*** Begin section ***

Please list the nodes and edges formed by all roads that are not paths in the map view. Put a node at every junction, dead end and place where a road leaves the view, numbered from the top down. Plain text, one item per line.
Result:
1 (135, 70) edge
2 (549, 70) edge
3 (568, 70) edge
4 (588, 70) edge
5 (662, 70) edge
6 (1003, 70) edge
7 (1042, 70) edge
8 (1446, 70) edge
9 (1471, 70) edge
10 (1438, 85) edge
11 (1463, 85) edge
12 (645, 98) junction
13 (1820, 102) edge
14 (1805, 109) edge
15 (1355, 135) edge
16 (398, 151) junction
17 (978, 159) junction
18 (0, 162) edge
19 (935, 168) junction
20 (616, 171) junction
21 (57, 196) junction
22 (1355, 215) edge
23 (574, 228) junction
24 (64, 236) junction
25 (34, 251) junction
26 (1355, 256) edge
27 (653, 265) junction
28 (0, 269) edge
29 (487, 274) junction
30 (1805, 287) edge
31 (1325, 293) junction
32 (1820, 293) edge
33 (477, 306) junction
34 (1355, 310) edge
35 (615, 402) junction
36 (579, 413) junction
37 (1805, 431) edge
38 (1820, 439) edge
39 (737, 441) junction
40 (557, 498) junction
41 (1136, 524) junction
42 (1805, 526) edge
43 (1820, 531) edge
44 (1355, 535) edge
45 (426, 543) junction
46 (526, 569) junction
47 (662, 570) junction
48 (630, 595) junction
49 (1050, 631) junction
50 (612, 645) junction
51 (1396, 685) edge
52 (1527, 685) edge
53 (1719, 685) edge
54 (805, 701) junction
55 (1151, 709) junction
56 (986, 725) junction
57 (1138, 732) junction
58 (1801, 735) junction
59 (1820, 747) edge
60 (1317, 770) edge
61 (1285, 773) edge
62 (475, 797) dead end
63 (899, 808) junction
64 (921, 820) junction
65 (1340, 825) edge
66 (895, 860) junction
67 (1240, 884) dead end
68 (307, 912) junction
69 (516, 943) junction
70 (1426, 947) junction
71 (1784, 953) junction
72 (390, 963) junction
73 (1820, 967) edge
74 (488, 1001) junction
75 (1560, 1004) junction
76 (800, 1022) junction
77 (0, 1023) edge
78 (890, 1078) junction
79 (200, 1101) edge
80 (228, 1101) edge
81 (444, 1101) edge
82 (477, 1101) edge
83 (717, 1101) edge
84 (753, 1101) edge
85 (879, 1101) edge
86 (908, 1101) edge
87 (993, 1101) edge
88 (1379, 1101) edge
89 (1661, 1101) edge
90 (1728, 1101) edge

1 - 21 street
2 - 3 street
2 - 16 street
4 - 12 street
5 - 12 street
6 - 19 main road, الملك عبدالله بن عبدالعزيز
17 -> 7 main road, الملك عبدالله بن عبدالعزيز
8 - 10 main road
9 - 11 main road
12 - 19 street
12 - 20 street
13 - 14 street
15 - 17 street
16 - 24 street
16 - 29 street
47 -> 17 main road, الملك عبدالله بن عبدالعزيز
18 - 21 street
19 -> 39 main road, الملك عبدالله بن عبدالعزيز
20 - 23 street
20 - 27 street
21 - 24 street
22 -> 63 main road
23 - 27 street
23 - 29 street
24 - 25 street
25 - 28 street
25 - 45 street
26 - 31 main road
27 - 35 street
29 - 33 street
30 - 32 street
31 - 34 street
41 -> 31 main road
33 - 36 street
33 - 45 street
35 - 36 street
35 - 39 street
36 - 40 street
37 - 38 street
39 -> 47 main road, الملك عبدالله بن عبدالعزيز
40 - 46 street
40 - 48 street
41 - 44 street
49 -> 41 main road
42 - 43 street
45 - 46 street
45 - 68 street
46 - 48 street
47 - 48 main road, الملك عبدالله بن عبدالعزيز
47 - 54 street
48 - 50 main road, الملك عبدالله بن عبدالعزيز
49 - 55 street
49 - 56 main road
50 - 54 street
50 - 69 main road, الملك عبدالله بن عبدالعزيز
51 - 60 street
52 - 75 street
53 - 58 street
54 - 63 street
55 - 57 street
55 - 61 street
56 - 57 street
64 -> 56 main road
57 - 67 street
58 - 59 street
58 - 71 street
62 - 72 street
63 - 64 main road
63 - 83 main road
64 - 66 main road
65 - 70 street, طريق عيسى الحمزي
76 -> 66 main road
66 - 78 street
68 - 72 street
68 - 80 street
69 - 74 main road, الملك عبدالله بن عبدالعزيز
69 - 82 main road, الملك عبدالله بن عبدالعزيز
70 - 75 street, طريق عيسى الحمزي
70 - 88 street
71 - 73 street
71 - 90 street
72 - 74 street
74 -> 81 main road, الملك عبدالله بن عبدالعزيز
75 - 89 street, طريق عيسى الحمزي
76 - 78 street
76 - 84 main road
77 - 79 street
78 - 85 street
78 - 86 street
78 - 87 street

*** End section ***

### [What is needed]
For this listing, copy out every line that includes the word "عبدالعزيز".

### [Written reply]
6 - 19 main road, الملك عبدالله بن عبدالعزيز
17 -> 7 main road, الملك عبدالله بن عبدالعزيز
47 -> 17 main road, الملك عبدالله بن عبدالعزيز
19 -> 39 main road, الملك عبدالله بن عبدالعزيز
39 -> 47 main road, الملك عبدالله بن عبدالعزيز
47 - 48 main road, الملك عبدالله بن عبدالعزيز
48 - 50 main road, الملك عبدالله بن عبدالعزيز
50 - 69 main road, الملك عبدالله بن عبدالعزيز
69 - 74 main road, الملك عبدالله بن عبدالعزيز
69 - 82 main road, الملك عبدالله بن عبدالعزيز
74 -> 81 main road, الملك عبدالله بن عبدالعزيز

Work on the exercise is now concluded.